- [Exercise requirements]
An exact copy of all the entries below is what this task needs.

- [Given records]
------

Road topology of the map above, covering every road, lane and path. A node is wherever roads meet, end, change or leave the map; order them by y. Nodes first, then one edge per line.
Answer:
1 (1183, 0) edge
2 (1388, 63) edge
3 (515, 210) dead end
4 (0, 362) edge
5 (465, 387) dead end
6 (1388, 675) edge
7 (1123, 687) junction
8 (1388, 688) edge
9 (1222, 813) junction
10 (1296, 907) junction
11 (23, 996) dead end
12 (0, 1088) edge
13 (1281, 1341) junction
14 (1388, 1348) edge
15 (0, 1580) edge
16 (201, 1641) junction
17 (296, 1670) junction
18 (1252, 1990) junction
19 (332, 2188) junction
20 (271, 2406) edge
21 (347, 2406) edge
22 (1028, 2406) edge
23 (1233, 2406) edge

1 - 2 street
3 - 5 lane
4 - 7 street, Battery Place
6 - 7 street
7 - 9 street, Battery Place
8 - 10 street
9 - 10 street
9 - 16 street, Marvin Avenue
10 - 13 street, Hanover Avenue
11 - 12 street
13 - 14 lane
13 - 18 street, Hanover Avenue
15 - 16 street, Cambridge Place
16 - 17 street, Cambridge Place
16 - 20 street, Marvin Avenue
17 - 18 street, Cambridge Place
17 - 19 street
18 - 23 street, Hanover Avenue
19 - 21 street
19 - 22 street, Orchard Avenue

------

- [Task answer]
Road topology of the map above, covering every road, lane and path. A node is wherever roads meet, end, change or leave the map; order them by y. Nodes first, then one edge per line.
Answer:
1 (1183, 0) edge
2 (1388, 63) edge
3 (515, 210) dead end
4 (0, 362) edge
5 (465, 387) dead end
6 (1388, 675) edge
7 (1123, 687) junction
8 (1388, 688) edge
9 (1222, 813) junction
10 (1296, 907) junction
11 (23, 996) dead end
12 (0, 1088) edge
13 (1281, 1341) junction
14 (1388, 1348) edge
15 (0, 1580) edge
16 (201, 1641) junction
17 (296, 1670) junction
18 (1252, 1990) junction
19 (332, 2188) junction
20 (271, 2406) edge
21 (347, 2406) edge
22 (1028, 2406) edge
23 (1233, 2406) edge

1 - 2 street
3 - 5 lane
4 - 7 street, Battery Place
6 - 7 street
7 - 9 street, Battery Place
8 - 10 street
9 - 10 street
9 - 16 street, Marvin Avenue
10 - 13 street, Hanover Avenue
11 - 12 street
13 - 14 lane
13 - 18 street, Hanover Avenue
15 - 16 street, Cambridge Place
16 - 17 street, Cambridge Place
16 - 20 street, Marvin Avenue
17 - 18 street, Cambridge Place
17 - 19 street
18 - 23 street, Hanover Avenue
19 - 21 street
19 - 22 street, Orchard Avenue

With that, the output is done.